What you will do
Copy out every line of the data that follows, exactly.
[[ Dataset records open ]]
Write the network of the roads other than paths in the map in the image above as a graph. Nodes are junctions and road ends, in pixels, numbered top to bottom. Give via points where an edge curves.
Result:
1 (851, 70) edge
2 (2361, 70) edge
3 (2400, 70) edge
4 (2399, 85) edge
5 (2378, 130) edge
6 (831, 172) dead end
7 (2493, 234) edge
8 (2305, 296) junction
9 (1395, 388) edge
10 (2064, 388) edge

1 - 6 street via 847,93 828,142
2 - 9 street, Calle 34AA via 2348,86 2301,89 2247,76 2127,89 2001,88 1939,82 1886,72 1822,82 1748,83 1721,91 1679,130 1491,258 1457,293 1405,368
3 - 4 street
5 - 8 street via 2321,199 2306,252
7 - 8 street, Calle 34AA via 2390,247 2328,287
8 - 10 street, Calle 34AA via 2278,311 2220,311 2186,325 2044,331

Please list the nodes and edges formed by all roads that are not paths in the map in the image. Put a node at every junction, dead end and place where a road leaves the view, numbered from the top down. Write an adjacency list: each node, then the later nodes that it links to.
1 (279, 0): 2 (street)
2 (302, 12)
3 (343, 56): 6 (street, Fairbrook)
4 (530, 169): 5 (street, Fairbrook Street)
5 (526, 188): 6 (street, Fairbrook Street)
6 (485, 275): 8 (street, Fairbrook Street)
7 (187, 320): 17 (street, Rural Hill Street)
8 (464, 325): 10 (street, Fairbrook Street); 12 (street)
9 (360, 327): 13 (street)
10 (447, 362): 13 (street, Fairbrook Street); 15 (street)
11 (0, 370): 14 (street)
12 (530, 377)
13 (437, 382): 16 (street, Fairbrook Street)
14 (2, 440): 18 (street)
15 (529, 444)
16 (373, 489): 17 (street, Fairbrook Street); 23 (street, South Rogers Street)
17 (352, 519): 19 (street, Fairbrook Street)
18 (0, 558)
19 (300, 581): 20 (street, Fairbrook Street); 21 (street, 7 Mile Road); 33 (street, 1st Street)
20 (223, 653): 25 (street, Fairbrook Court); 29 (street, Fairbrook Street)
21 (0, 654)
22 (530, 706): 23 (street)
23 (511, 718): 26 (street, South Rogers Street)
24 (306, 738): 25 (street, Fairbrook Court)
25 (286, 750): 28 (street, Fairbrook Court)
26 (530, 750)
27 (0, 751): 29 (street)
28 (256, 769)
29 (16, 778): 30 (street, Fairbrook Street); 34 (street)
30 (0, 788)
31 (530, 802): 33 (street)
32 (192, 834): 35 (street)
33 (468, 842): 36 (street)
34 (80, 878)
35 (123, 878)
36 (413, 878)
[[ Dataset records closed ]]
Task result
Write the network of the roads other than paths in the map in the image above as a graph. Nodes are junctions and road ends, in pixels, numbered top to bottom. Give via points where an edge curves.
Result:
1 (851, 70) edge
2 (2361, 70) edge
3 (2400, 70) edge
4 (2399, 85) edge
5 (2378, 130) edge
6 (831, 172) dead end
7 (2493, 234) edge
8 (2305, 296) junction
9 (1395, 388) edge
10 (2064, 388) edge

1 - 6 street via 847,93 828,142
2 - 9 street, Calle 34AA via 2348,86 2301,89 2247,76 2127,89 2001,88 1939,82 1886,72 1822,82 1748,83 1721,91 1679,130 1491,258 1457,293 1405,368
3 - 4 street
5 - 8 street via 2321,199 2306,252
7 - 8 street, Calle 34AA via 2390,247 2328,287
8 - 10 street, Calle 34AA via 2278,311 2220,311 2186,325 2044,331

Please list the nodes and edges formed by all roads that are not paths in the map in the image. Put a node at every junction, dead end and place where a road leaves the view, numbered from the top down. Write an adjacency list: each node, then the later nodes that it links to.
1 (279, 0): 2 (street)
2 (302, 12)
3 (343, 56): 6 (street, Fairbrook)
4 (530, 169): 5 (street, Fairbrook Street)
5 (526, 188): 6 (street, Fairbrook Street)
6 (485, 275): 8 (street, Fairbrook Street)
7 (187, 320): 17 (street, Rural Hill Street)
8 (464, 325): 10 (street, Fairbrook Street); 12 (street)
9 (360, 327): 13 (street)
10 (447, 362): 13 (street, Fairbrook Street); 15 (street)
11 (0, 370): 14 (street)
12 (530, 377)
13 (437, 382): 16 (street, Fairbrook Street)
14 (2, 440): 18 (street)
15 (529, 444)
16 (373, 489): 17 (street, Fairbrook Street); 23 (street, South Rogers Street)
17 (352, 519): 19 (street, Fairbrook Street)
18 (0, 558)
19 (300, 581): 20 (street, Fairbrook Street); 21 (street, 7 Mile Road); 33 (street, 1st Street)
20 (223, 653): 25 (street, Fairbrook Court); 29 (street, Fairbrook Street)
21 (0, 654)
22 (530, 706): 23 (street)
23 (511, 718): 26 (street, South Rogers Street)
24 (306, 738): 25 (street, Fairbrook Court)
25 (286, 750): 28 (street, Fairbrook Court)
26 (530, 750)
27 (0, 751): 29 (street)
28 (256, 769)
29 (16, 778): 30 (street, Fairbrook Street); 34 (street)
30 (0, 788)
31 (530, 802): 33 (street)
32 (192, 834): 35 (street)
33 (468, 842): 36 (street)
34 (80, 878)
35 (123, 878)
36 (413, 878)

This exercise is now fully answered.